Cinema/TV, Film Notes

FrightFest review – Haunted Ulster Live

FrightFest review – Haunted Ulster Live

Writer-director Dominic O’Neill’s Haunted Ulster Live is an extended homage to Ghostwatch – which cannily evokes its model in the first half, before heading off in other directions.  It presents apparently the raw footage of a 1998 Halloween broadcast on Northern Ireland TV as veteran presenter Gerry Byrne (Mark Claney) and aspirant Michelle Kelly (Aimee Richardson) host an investigation of a house where a family have been pestered by a phantom who leaves sinister footprints (the local legend of Black Foot Jack).  The TV crew extends to DJ Declan (Dan Leith), who is hosting another live show from the supposedly extra-haunted attic, and medium Sinead (Antoinette Morelli) and ley lines obsessve Robert (David Fleming), who provide infodumps about the site and have ideas about coping with the ghost phenomena which home-owner Sarah (Siobhan Kelly) and imperilled child Rose (Libby McBride) are pressured into going along with.  Of course, it all goes wrong very quickly – with the show proving so disturbing it gets pulled off the air in favour of ‘a Heartbeat repeat’ then put back on again because the ratings are strong.

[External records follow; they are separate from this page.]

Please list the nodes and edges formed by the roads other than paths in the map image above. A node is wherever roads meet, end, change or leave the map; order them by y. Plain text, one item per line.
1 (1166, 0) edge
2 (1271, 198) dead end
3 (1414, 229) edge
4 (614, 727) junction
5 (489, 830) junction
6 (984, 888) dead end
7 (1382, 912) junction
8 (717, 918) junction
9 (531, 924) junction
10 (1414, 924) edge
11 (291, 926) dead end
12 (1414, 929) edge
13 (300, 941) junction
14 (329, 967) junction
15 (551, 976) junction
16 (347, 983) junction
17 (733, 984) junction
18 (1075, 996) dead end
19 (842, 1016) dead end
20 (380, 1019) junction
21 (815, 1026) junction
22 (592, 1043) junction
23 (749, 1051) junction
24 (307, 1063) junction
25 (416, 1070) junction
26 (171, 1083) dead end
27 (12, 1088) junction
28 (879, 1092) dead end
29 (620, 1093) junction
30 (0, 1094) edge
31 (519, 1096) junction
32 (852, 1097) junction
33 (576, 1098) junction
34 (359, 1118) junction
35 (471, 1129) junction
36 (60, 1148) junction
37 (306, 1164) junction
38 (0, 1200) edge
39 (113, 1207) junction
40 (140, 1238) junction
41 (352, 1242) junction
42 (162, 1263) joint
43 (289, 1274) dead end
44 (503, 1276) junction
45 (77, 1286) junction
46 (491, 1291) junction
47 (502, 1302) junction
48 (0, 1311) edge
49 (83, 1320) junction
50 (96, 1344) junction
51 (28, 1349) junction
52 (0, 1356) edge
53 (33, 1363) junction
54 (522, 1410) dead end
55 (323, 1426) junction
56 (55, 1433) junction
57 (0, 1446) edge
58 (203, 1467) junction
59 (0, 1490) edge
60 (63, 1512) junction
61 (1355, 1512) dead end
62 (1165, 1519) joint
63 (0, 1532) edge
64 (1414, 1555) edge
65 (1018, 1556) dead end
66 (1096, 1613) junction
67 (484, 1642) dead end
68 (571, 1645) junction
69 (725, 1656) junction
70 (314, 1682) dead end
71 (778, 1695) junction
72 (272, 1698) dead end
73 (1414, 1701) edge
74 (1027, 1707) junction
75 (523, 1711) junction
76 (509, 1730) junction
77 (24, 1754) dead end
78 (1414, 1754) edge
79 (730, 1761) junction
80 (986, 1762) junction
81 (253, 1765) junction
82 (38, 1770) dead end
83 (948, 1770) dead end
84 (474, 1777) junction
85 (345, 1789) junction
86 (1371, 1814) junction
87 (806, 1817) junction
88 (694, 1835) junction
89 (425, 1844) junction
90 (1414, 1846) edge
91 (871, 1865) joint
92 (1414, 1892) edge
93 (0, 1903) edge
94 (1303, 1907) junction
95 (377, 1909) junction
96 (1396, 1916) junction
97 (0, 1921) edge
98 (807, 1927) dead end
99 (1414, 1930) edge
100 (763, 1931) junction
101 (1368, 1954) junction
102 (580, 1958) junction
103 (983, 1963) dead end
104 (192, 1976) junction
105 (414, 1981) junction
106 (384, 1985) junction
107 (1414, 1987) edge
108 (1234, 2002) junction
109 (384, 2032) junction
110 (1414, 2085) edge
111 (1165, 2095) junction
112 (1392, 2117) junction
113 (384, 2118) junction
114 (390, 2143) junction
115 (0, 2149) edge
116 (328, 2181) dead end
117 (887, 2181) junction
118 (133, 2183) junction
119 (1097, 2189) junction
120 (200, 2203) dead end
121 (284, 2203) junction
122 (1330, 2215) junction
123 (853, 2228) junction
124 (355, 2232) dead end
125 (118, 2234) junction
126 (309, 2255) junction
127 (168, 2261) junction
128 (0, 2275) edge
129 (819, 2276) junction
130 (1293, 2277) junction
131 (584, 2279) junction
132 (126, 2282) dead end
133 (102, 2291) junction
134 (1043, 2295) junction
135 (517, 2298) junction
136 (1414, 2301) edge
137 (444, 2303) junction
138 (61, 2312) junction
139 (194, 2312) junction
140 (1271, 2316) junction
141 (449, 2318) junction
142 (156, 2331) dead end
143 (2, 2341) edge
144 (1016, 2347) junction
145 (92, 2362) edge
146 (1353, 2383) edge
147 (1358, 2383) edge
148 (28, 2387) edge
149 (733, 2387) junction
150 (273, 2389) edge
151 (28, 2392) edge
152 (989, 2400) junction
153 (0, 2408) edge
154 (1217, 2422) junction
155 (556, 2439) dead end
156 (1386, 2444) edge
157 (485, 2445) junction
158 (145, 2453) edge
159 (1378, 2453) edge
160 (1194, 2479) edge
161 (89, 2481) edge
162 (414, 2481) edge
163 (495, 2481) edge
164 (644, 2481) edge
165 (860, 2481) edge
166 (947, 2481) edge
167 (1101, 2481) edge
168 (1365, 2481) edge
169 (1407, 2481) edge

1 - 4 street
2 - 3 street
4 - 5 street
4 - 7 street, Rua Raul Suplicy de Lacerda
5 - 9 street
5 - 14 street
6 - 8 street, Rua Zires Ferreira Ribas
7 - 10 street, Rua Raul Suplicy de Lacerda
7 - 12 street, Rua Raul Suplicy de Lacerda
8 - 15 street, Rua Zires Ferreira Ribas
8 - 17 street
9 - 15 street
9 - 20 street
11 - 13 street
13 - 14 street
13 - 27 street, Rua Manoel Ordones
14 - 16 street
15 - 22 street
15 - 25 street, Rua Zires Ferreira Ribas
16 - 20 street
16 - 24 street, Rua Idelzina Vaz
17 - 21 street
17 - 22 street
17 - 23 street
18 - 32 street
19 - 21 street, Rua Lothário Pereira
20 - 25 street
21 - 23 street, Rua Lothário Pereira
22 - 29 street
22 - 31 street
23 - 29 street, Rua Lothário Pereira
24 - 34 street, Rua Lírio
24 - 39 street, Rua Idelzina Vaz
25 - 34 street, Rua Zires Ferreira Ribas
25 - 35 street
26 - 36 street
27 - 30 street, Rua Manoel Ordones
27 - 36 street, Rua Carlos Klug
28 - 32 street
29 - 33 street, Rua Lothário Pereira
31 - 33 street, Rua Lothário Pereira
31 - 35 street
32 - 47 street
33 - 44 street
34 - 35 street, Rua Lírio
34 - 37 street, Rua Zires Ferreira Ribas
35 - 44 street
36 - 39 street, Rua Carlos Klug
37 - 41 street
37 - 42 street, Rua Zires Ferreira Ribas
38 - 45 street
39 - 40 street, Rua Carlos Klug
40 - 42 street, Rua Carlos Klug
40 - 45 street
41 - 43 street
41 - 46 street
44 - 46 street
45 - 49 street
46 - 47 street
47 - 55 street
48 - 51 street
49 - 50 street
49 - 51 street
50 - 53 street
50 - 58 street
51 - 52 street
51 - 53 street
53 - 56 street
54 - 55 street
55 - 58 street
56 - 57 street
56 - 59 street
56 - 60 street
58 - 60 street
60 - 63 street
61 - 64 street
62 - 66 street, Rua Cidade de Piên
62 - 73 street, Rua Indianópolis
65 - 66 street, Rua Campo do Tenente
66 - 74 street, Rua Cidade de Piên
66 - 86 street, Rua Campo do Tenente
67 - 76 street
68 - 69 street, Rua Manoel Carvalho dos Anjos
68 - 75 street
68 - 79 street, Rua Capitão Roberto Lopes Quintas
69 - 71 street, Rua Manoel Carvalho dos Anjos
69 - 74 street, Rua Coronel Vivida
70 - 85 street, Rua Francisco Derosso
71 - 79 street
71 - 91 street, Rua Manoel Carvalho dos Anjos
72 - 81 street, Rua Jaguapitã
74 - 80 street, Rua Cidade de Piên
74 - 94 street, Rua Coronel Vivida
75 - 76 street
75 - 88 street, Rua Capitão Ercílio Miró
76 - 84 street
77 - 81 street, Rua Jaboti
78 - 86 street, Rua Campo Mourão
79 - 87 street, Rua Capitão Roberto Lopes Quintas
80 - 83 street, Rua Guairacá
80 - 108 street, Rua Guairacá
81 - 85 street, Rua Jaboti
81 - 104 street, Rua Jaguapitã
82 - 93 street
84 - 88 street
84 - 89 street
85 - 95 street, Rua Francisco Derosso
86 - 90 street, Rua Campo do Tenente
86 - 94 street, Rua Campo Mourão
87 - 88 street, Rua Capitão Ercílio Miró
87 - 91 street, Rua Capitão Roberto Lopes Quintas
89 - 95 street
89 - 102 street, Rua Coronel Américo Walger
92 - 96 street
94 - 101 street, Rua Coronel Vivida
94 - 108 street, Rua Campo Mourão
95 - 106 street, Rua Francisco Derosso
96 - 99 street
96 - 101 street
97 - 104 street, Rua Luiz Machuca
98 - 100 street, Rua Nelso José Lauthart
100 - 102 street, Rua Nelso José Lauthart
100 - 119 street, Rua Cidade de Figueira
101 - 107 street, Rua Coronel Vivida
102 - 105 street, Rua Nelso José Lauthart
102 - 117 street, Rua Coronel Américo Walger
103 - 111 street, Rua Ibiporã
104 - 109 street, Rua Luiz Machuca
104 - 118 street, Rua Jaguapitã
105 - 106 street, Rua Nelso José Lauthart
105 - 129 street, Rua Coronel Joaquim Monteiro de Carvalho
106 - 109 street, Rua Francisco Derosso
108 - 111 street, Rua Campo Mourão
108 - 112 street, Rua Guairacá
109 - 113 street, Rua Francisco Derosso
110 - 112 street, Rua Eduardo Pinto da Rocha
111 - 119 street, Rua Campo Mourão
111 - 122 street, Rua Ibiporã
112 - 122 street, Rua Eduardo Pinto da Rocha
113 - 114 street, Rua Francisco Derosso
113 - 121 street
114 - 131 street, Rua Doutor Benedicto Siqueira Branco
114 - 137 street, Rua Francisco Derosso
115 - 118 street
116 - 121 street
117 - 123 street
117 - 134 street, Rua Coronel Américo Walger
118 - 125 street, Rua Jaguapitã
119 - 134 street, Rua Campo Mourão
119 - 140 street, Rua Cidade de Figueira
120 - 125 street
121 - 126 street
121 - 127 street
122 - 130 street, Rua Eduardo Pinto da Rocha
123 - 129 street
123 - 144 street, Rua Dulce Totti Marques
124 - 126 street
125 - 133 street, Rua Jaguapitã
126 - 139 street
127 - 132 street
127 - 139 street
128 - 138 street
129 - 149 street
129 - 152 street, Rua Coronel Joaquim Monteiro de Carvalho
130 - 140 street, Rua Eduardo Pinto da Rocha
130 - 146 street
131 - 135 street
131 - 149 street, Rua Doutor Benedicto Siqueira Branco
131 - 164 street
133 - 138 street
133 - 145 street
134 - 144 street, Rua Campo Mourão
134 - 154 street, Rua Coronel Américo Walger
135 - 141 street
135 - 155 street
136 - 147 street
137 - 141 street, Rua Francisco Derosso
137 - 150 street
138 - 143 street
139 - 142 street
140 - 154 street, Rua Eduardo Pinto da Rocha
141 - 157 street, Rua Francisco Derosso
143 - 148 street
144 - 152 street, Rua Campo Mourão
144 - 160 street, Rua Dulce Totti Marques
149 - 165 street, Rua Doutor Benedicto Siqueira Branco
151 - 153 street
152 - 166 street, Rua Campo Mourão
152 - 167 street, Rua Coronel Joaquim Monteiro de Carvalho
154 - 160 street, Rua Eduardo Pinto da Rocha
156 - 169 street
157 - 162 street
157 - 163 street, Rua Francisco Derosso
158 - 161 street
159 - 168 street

Ghostwatch purported to be a BBC show and used real presenters, but this has a few freedoms not available to that – the fictional NITV cuts to commercials, leaving the crew and interested parties spaces in which to be indiscreet, while there’s a strong thread about the respective career positions of the presenters, who are bullied by a massively insensitive (and English) producer.  The 1990s Ulster setting means evoking the Troubles, with a credibly sinister rat-out-your-terrorist-uncle public service advert, and an unhelpful hellfire preacher showing up to condemn the whole enterprise.  An evocation of what TV used to look like, it also weaves in threads about the way the media were going – with some very tiny flash-forwards to suggest the aftermath of the events and also set up a couple of clever reversals.  It has a Nigel Kneale-like attitude to what ghosts might actually be, though it takes the trouble to build an air of menace in the house – where, from the first, we get a sense that putting this psychodrama on television to share with the viewers at home is a very bad idea.